Maturation of N-linked oligosaccharides associated with gH and gO expressed by Ad vectors. U373 cells were infected with the indicated combinations of Ad vectors expressing gH, gL, TR gO, UL128, UL130, and UL131. Cells were labeled for 5 min with [³⁵S]methionine/cysteine, and then the label was chased for 0, 60, or 180 min. (A) gH was immunoprecipitated with anti-gH MAb 14-4b; (B) gO was immunoprecipitated using TR gO254 antibodies. Immunoprecipitated proteins were either left untreated or treated with endo H. Arrows indicate proteins corresponding to gH, gO, or endo H-sensitive forms of these proteins (H). Molecular weight markers are shown along the left side of each panel.

FIG. 7.

Assembly of gH/gL/gO complexes expressed by Ad vectors. U373 cells were infected with Ad vectors expressing gH, gL, and TR gO [AdTRgO(co)] for 18 to 24 h and labeled for 5 min with [³⁵S]methionine/cysteine, and then the label was chased for 0, 15, 45, 60, or 75 min.
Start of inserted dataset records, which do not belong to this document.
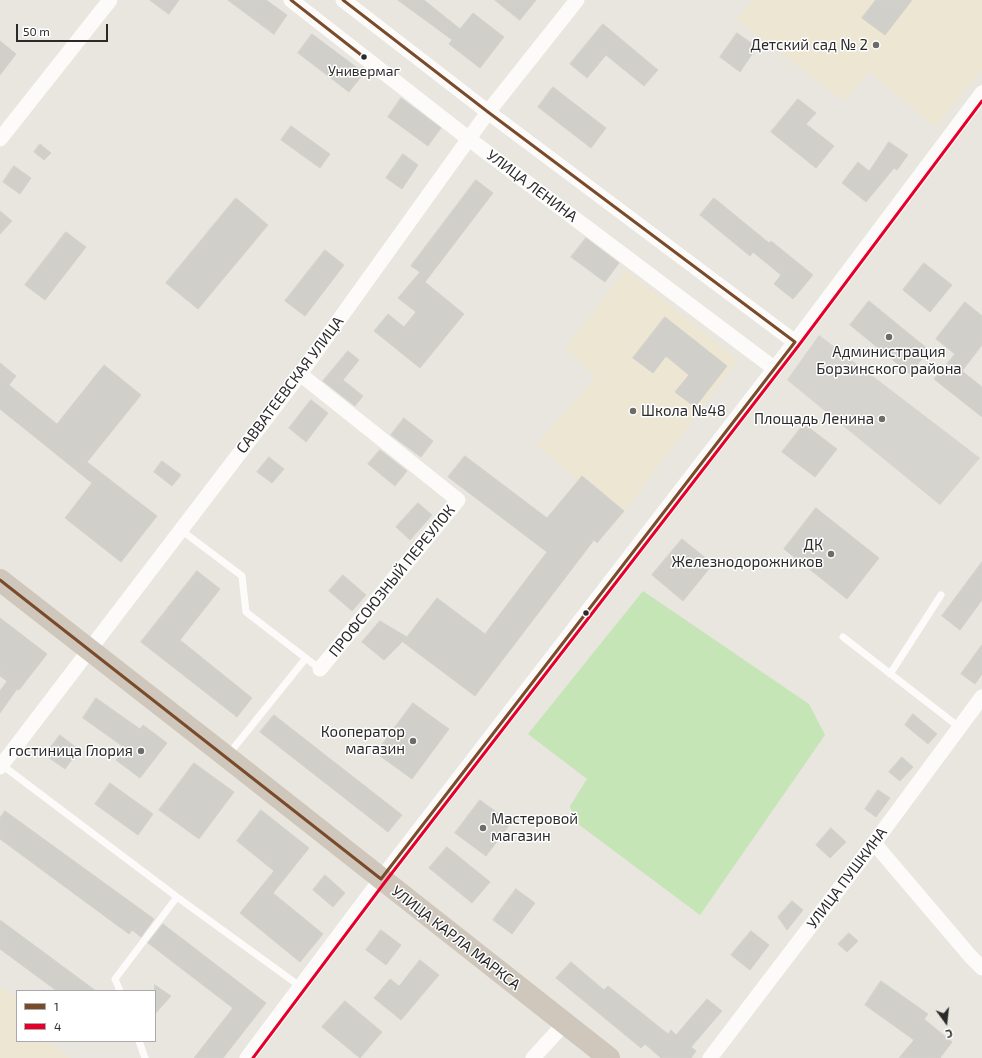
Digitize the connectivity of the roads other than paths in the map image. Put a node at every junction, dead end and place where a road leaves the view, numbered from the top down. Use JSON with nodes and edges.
{"nodes":[{"id":1,"x":110,"y":0,"type":"edge"},
{"id":2,"x":291,"y":0,"type":"edge"},
{"id":3,"x":343,"y":0,"type":"edge"},
{"id":4,"x":577,"y":0,"type":"edge"},
{"id":5,"x":982,"y":93,"type":"edge"},
{"id":6,"x":488,"y":112,"type":"junction"},
{"id":7,"x":0,"y":139,"type":"edge"},
{"id":8,"x":469,"y":139,"type":"junction"},
{"id":9,"x":795,"y":342,"type":"junction"},
{"id":10,"x":775,"y":369,"type":"junction"},
{"id":11,"x":300,"y":374,"type":"junction"},
{"id":12,"x":181,"y":530,"type":"junction"},
{"id":13,"x":0,"y":580,"type":"edge"},
{"id":14,"x":941,"y":595,"type":"dead end"},
{"id":15,"x":843,"y":637,"type":"dead end"},
{"id":16,"x":89,"y":650,"type":"junction"},
{"id":17,"x":306,"y":658,"type":"junction"},
{"id":18,"x":320,"y":669,"type":"joint"},
{"id":19,"x":890,"y":674,"type":"junction"},
{"id":20,"x":982,"y":698,"type":"edge"},
{"id":21,"x":959,"y":727,"type":"junction"},
{"id":22,"x":227,"y":757,"type":"junction"},
{"id":23,"x":1,"y":766,"type":"edge"},
{"id":24,"x":874,"y":843,"type":"junction"},
{"id":25,"x":381,"y":879,"type":"junction"},
{"id":26,"x":176,"y":897,"type":"junction"},
{"id":27,"x":982,"y":968,"type":"edge"},
{"id":28,"x":301,"y":988,"type":"junction"},
{"id":29,"x":120,"y":990,"type":"edge"},
{"id":30,"x":564,"y":1024,"type":"junction"},
{"id":31,"x":139,"y":1042,"type":"edge"},
{"id":32,"x":145,"y":1058,"type":"edge"},
{"id":33,"x":247,"y":1058,"type":"edge"},
{"id":34,"x":534,"y":1058,"type":"edge"},
{"id":35,"x":609,"y":1058,"type":"edge"},
{"id":36,"x":710,"y":1058,"type":"edge"}],
"edges":[{"from":1,"to":7,"type":"street"},
{"from":2,"to":8,"type":"street","name":"УЛИЦА ЛЕНИНА"},
{"from":3,"to":6,"type":"street"},
{"from":4,"to":6,"type":"street","name":"САВВАТЕЕВСКАЯ УЛИЦА"},
{"from":5,"to":9,"type":"street"},
{"from":6,"to":8,"type":"street","name":"САВВАТЕЕВСКАЯ УЛИЦА"},
{"from":6,"to":9,"type":"street"},
{"from":8,"to":10,"type":"street","name":"УЛИЦА ЛЕНИНА"},
{"from":8,"to":11,"type":"street","name":"САВВАТЕЕВСКАЯ УЛИЦА"},
{"from":9,"to":10,"type":"street"},
{"from":10,"to":25,"type":"street"},
{"from":11,"to":12,"type":"street","name":"САВВАТЕЕВСКАЯ УЛИЦА"},
{"from":11,"to":18,"type":"street","name":"ПРОФСОЮЗНЫЙ ПЕРЕУЛОК"},
{"from":12,"to":16,"type":"street","name":"САВВАТЕЕВСКАЯ УЛИЦА"},
{"from":12,"to":17,"type":"lane"},
{"from":13,"to":16,"type":"highway","name":"УЛИЦА КАРЛА МАРКСА"},
{"from":14,"to":19,"type":"lane"},
{"from":15,"to":19,"type":"lane"},
{"from":16,"to":22,"type":"highway","name":"УЛИЦА КАРЛА МАРКСА"},
{"from":16,"to":23,"type":"street","name":"САВВАТЕЕВСКАЯ УЛИЦА"},
{"from":17,"to":18,"type":"lane"},
{"from":17,"to":22,"type":"lane"},
{"from":19,"to":21,"type":"lane"},
{"from":20,"to":21,"type":"street","name":"УЛИЦА ПУШКИНА"},
{"from":21,"to":24,"type":"street","name":"УЛИЦА ПУШКИНА"},
{"from":22,"to":25,"type":"highway","name":"УЛИЦА КАРЛА МАРКСА"},
{"from":23,"to":26,"type":"lane"},
{"from":24,"to":27,"type":"street"},
{"from":24,"to":36,"type":"street","name":"УЛИЦА ПУШКИНА"},
{"from":25,"to":28,"type":"street"},
{"from":25,"to":30,"type":"highway","name":"УЛИЦА КАРЛА МАРКСА"},
{"from":26,"to":28,"type":"lane"},
{"from":26,"to":29,"type":"lane"},
{"from":28,"to":33,"type":"street"},
{"from":30,"to":34,"type":"street"},
{"from":30,"to":35,"type":"highway","name":"УЛИЦА КАРЛА МАРКСА"},
{"from":31,"to":32,"type":"lane"}]}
Cell extracts were immunoprecipitated using anti-gH MAb 14-4b, and proteins were either left untreated or treated with PNGase F. Arrows indicate bands corresponding to gH, gO, gL, or PNGase F-sensitive forms of these proteins (F). Molecular weight markers are shown on the left.

FIG. 8.

Stability of gH/gL/gO complexes expressed by Ad vectors. U373 cells were infected with Ad vectors expressing gH, gL, and TR gO [AdTRgO(co)] for 18 to 24 h and labeled with [³⁵S]methionine/cysteine for 10 min, and the label was chased for 1, 3, 6, or 9 h. Cell extracts were immunoprecipitated with anti-gH MAb 14-4b, and then proteins were either left untreated or were treated with endo H or PNGase F. Arrows indicate bands corresponding to gH, gO, gL, or endo H- or PNGase F-sensitive forms of these proteins (H, F). Molecular weight markers are shown on the left.

FIG. 9.

Pulse-chase analysis of HCMV glycoproteins expressed in cells and incorporated into extracellular virus particles. Human fibroblasts (NHDF) were infected with 3 IU/cell of HCMV TR for 4 days. The cells were labeled for 1 h with [³⁵S]methionine/cysteine (500 uCi/ml), and then the label was chased for 3 or 24 h. The following three fractions were prepared: cells (C), virus particles derived from cell culture supernatants by centrifugation through 20% sorbitol cushions (V), and the cell culture supernatants after viruses were pelleted (S). Each fraction was extracted with 1% Triton X-100, and then gH or gO was immunoprecipitated using anti-gH MAb 14-4b (A) or anti-TR gO254 antibodies (B). Immunoprecipitated proteins were left untreated or treated with endo H. Arrows indicate bands corresponding to gH, gO, gL, or endo H-sensitive forms of these proteins (H). Arrowheads mark unidentified proteins that coprecipitated with gH. Molecular weight markers are shown along the left side of each panel.